Clogged fuel filter? Gas cap vent plugged?


----------



## Taelwind (May 7, 2010)

If it was a clogged fuel filter or stopped up gas vent, the mower would run for a short while then die, the fact that it bogs down under load, suggests something else. 

If the only time it bogs down is when you lower the handle to engage the deck, (and the deck is not installed ) would lead me to believe that one of the safety switches is bad. For example, if the mower is in reverse, and you try to engage the deck, the mower will die. This is a safety feature that prevents one from mowing over flowers, loved ones, into a ditch causing roll over, a family car, etc., etc.

I would disconnect the wire that connects near where the F/R mechanism is attached. On older MTDs this in the panel you see when your sitting on the mower. On later models, it is on the fender. 
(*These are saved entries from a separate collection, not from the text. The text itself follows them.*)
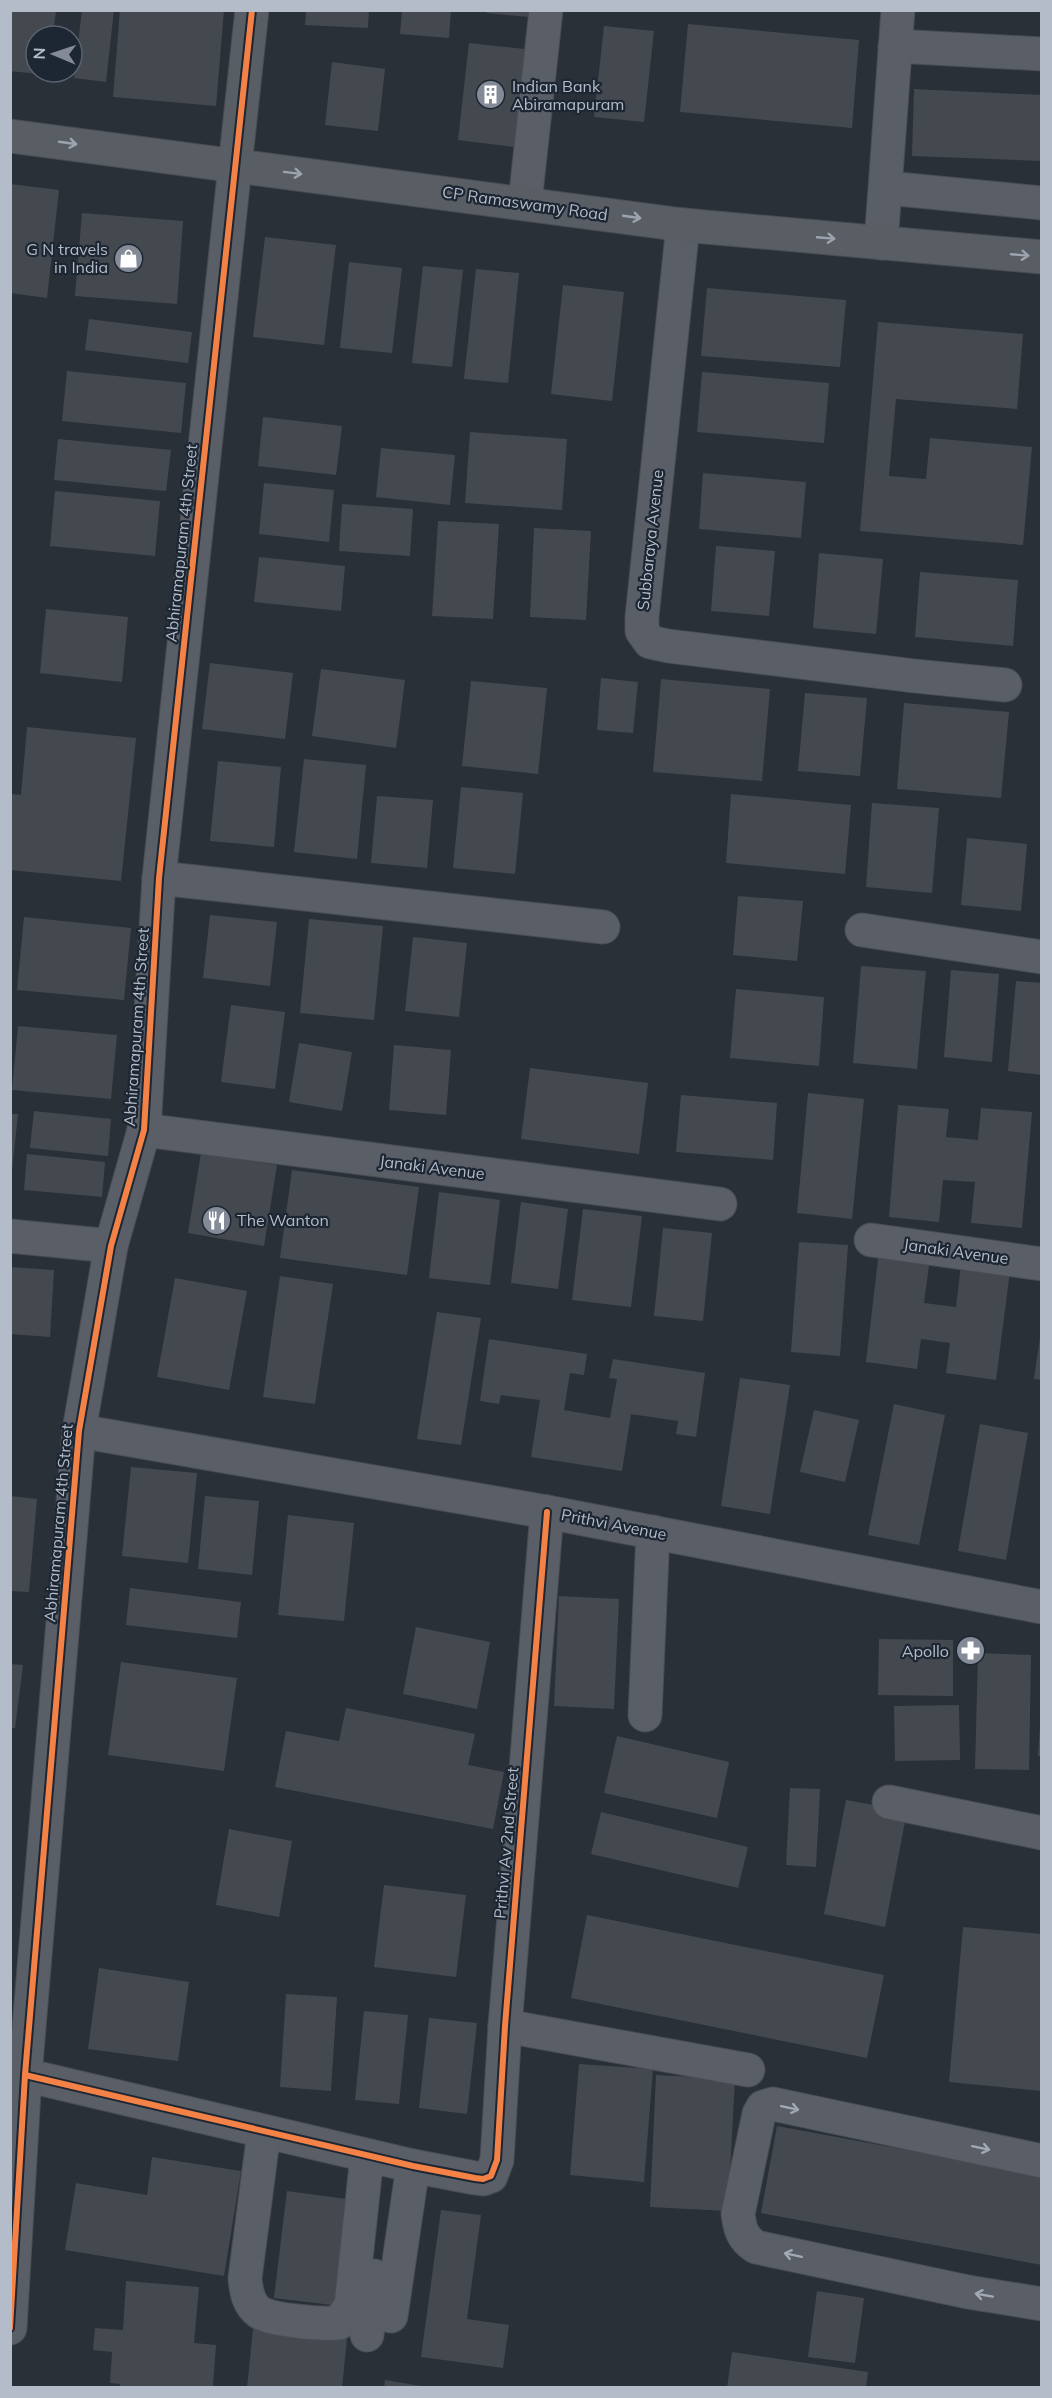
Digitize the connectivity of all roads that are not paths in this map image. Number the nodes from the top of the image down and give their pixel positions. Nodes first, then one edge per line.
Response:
1 (252, 10) edge
2 (546, 10) edge
3 (898, 10) edge
4 (895, 46) junction
5 (1041, 54) edge
6 (10, 136) edge
7 (235, 166) junction
8 (887, 188) junction
9 (525, 202) junction
10 (1041, 203) edge
11 (683, 225) junction
12 (881, 243) junction
13 (1041, 257) edge
14 (1005, 685) dead end
15 (159, 878) junction
16 (603, 927) dead end
17 (862, 930) dead end
18 (1041, 957) edge
19 (144, 1130) junction
20 (720, 1204) dead end
21 (10, 1236) edge
22 (871, 1240) dead end
23 (111, 1246) junction
24 (1041, 1264) edge
25 (79, 1431) junction
26 (547, 1512) junction
27 (653, 1532) junction
28 (1041, 1607) edge
29 (645, 1715) dead end
30 (889, 1802) dead end
31 (1041, 1833) edge
32 (505, 2026) junction
33 (748, 2070) dead end
34 (25, 2074) junction
35 (264, 2132) junction
36 (1041, 2160) edge
37 (390, 2161) junction
38 (1041, 2304) edge
39 (10, 2328) edge
40 (378, 2332) dead end

1 - 7 main road, Abhiramapuram 4th Street
2 - 9 street
3 - 4 street
4 - 5 street
4 - 8 street
6 -> 7 main road, CP Ramaswamy Road
7 -> 9 main road, CP Ramaswamy Road
7 - 15 street, Abhiramapuram 4th Street
8 - 10 street
8 - 12 street
9 -> 11 main road, CP Ramaswamy Road
11 -> 12 main road, CP Ramaswamy Road
11 - 14 street, Subbaraya Avenue
12 -> 13 main road, CP Ramaswamy Road
15 - 16 street
15 - 19 street, Abhiramapuram 4th Street
17 - 18 street
19 - 20 street, Janaki Avenue
19 - 23 street, Abhiramapuram 4th Street
21 - 23 street
22 - 24 street, Janaki Avenue
23 - 25 street, Abhiramapuram 4th Street
25 - 26 street, Prithvi Avenue
25 - 34 street, Abhiramapuram 4th Street
26 - 27 street, Prithvi Avenue
26 - 32 street, Prithvi Av 2nd Street
27 - 28 street, Prithvi Avenue
27 - 29 street
30 - 31 street
32 - 33 street
32 - 37 street, Prithvi Av 2nd Street
34 - 35 street
34 - 39 street, Abhiramapuram 4th Street
35 - 37 street
35 - 37 street
38 -> 36 street
37 - 40 street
Sometimes the safety switch on the seat goes bad, and that can trigger the same problem. The fact that the mower runs when the brake is depressed, means that the safety switch for the brake is OK. If you disconnect ( not remove ) the two safety switches wires, and you continue to have this problem, ( assuming the mower is in neutral and you continue to have this problem - then look for a short in the wiring harness - ha ha:lmao: have fun with that one. :dazed:

Good luck ( this message will self-destruct 15 seconds before you need it the second time around )


----------



## Hoodoo Valley (Nov 14, 2006)

deandome said:


> (all manual tranny, etc). Model # is TMO 3100002 (here's the manual, if that helps: http://manuals.mtdproducts.com/mtd/DocGetter?doc=770-8087h.pdf )
> 
> Anyhow, I got it out for the first time this year a few days ago, it fires up fine (as it's done for the 10 years I've owned it), and I cut the front yard fine. Right at the end of that, I hear the motor bogging down/conking out, sounds like it does when it runs outta gas, so I raise the deck/disengage the mower & turn it off.
> 
> ...


Soooo, does it bog down if you, say, pull a heavy load or is it just tied to the PTO only?


----------



## flman (Mar 23, 2010)

x2 on the safety switches.


----------



## detel51 (May 23, 2010)

Don't rule out the choke!


----------



## Hoodoo Valley (Nov 14, 2006)

deandome said:


> (all manual tranny, etc). Model # is TMO 3100002 (here's the manual, if that helps: http://manuals.mtdproducts.com/mtd/DocGetter?doc=770-8087h.pdf )
> 
> Anyhow, I got it out for the first time this year a few days ago, it fires up fine (as it's done for the 10 years I've owned it), and I cut the front yard fine. Right at the end of that, I hear the motor bogging down/conking out, sounds like it does when it runs outta gas, so I raise the deck/disengage the mower & turn it off.
> 
> ...


Have you made any headway in figuring it out yet?


----------



## billmoran (Jul 15, 2014)

murray engine runs but with a lot of mis fires or backfires how do i fix that?


----------